(Data under study Opens)

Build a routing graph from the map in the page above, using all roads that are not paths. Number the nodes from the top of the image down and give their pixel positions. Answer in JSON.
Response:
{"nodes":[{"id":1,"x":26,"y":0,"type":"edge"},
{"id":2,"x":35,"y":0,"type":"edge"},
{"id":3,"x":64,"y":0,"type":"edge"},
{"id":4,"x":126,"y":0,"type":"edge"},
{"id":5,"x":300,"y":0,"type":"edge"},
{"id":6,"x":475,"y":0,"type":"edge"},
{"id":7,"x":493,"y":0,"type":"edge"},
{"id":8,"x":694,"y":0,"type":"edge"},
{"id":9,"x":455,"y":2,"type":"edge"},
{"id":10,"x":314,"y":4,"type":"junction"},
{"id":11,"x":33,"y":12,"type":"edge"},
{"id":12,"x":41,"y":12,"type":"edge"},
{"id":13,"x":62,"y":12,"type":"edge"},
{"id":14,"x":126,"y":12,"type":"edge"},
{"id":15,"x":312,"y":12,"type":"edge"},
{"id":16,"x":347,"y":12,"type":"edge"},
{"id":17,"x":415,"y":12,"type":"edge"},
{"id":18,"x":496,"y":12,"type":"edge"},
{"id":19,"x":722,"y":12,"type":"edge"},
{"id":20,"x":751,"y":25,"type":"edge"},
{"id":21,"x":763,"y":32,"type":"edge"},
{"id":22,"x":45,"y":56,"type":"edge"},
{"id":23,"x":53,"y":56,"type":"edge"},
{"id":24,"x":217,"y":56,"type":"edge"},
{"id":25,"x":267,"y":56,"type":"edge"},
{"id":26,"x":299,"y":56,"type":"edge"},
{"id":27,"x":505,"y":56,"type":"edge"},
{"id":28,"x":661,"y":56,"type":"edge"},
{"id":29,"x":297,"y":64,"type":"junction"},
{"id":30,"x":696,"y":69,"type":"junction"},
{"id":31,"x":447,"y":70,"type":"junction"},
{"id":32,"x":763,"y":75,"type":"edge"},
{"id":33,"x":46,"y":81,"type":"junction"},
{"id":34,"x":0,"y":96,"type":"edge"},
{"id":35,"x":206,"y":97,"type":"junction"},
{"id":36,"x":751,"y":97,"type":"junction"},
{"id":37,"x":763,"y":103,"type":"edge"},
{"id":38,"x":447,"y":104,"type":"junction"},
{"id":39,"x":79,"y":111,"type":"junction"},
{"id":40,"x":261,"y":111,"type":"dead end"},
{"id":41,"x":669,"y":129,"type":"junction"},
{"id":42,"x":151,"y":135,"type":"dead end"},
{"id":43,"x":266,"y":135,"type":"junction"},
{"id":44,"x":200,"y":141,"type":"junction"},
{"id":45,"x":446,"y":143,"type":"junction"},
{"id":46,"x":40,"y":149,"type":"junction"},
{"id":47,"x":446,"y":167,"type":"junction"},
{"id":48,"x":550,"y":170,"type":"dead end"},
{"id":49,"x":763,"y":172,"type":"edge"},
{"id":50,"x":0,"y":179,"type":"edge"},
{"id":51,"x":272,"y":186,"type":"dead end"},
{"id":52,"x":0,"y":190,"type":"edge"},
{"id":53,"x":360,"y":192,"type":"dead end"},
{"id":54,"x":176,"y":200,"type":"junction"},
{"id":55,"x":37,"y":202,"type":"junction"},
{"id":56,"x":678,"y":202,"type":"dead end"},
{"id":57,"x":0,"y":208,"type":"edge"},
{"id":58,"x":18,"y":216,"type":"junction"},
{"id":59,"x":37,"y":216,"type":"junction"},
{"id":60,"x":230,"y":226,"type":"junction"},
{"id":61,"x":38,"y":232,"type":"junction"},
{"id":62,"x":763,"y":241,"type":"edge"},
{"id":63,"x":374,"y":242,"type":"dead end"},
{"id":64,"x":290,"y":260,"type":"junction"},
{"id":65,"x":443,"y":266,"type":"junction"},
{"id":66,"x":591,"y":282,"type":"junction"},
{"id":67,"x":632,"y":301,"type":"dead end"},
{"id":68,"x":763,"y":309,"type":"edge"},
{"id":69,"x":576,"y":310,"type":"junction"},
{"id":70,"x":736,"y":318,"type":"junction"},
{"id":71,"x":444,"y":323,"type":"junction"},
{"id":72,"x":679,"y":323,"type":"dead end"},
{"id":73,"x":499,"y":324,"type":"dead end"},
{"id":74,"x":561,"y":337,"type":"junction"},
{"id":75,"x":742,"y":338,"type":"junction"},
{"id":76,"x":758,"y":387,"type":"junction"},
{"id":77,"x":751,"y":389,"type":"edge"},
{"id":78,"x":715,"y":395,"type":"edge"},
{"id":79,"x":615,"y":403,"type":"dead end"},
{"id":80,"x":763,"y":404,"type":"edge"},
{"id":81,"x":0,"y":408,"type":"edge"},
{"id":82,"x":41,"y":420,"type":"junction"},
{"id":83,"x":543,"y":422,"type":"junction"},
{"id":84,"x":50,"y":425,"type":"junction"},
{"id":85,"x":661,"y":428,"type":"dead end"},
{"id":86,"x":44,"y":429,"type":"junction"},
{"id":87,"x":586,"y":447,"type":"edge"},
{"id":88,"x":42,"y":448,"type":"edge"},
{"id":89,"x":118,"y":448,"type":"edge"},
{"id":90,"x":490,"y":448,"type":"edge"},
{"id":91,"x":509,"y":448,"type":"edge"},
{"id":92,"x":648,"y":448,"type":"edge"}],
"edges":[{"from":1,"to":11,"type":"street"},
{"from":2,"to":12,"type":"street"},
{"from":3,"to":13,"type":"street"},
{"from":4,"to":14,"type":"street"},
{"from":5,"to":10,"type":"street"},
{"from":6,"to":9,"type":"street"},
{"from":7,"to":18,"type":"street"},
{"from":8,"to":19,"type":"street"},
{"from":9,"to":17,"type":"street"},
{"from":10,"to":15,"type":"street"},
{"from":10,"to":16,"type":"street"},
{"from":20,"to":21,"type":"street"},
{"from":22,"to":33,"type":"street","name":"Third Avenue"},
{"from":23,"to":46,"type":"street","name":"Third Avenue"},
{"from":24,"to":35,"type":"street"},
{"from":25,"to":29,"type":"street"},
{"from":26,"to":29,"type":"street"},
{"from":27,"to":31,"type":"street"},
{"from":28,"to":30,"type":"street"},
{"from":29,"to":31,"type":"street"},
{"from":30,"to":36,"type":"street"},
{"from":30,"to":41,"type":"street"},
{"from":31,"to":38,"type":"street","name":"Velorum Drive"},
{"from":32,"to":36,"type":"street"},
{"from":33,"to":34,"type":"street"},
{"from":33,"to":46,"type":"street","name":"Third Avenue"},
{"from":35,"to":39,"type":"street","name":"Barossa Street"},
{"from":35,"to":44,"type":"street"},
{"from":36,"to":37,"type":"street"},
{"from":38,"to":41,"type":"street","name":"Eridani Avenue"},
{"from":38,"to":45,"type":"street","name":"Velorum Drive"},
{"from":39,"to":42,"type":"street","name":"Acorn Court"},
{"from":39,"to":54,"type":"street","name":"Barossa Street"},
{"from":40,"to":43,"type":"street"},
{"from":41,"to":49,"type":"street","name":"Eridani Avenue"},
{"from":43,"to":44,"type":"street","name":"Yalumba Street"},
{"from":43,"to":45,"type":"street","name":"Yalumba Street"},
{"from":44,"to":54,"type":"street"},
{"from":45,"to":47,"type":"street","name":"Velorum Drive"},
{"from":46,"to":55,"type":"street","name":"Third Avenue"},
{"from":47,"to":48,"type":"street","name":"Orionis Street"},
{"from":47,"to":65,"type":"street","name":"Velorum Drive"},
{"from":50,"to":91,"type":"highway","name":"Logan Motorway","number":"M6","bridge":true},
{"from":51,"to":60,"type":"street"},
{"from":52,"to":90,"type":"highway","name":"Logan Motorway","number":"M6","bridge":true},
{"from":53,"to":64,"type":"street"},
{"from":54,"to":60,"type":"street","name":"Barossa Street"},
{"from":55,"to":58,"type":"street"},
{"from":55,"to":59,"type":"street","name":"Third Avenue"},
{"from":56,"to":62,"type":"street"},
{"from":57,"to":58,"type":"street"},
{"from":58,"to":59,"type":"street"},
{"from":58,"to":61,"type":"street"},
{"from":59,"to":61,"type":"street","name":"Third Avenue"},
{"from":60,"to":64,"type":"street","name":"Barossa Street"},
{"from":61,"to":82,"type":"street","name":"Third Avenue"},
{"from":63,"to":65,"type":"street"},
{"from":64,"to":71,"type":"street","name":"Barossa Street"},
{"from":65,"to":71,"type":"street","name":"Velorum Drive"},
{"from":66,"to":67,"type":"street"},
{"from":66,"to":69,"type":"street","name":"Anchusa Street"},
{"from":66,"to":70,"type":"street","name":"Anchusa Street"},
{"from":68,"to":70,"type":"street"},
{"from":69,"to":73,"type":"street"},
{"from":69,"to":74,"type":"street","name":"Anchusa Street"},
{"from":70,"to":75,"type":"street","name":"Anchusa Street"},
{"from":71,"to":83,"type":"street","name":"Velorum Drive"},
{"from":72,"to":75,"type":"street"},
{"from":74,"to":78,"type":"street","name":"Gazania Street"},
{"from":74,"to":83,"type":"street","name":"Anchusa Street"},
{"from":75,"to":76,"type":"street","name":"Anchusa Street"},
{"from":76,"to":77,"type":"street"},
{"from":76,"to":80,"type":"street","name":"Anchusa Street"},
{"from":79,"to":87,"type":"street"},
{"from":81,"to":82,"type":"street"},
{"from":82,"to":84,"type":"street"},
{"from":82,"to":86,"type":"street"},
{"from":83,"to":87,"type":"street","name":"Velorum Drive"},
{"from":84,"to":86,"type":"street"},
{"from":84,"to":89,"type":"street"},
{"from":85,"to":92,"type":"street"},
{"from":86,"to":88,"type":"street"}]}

(Data under study Closes)

Where a line of the records includes "Anchusa", copy it.

{"from":66,"to":69,"type":"street","name":"Anchusa Street"},
{"from":66,"to":70,"type":"street","name":"Anchusa Street"},
{"from":69,"to":74,"type":"street","name":"Anchusa Street"},
{"from":70,"to":75,"type":"street","name":"Anchusa Street"},
{"from":74,"to":83,"type":"street","name":"Anchusa Street"},
{"from":75,"to":76,"type":"street","name":"Anchusa Street"},
{"from":76,"to":80,"type":"street","name":"Anchusa Street"},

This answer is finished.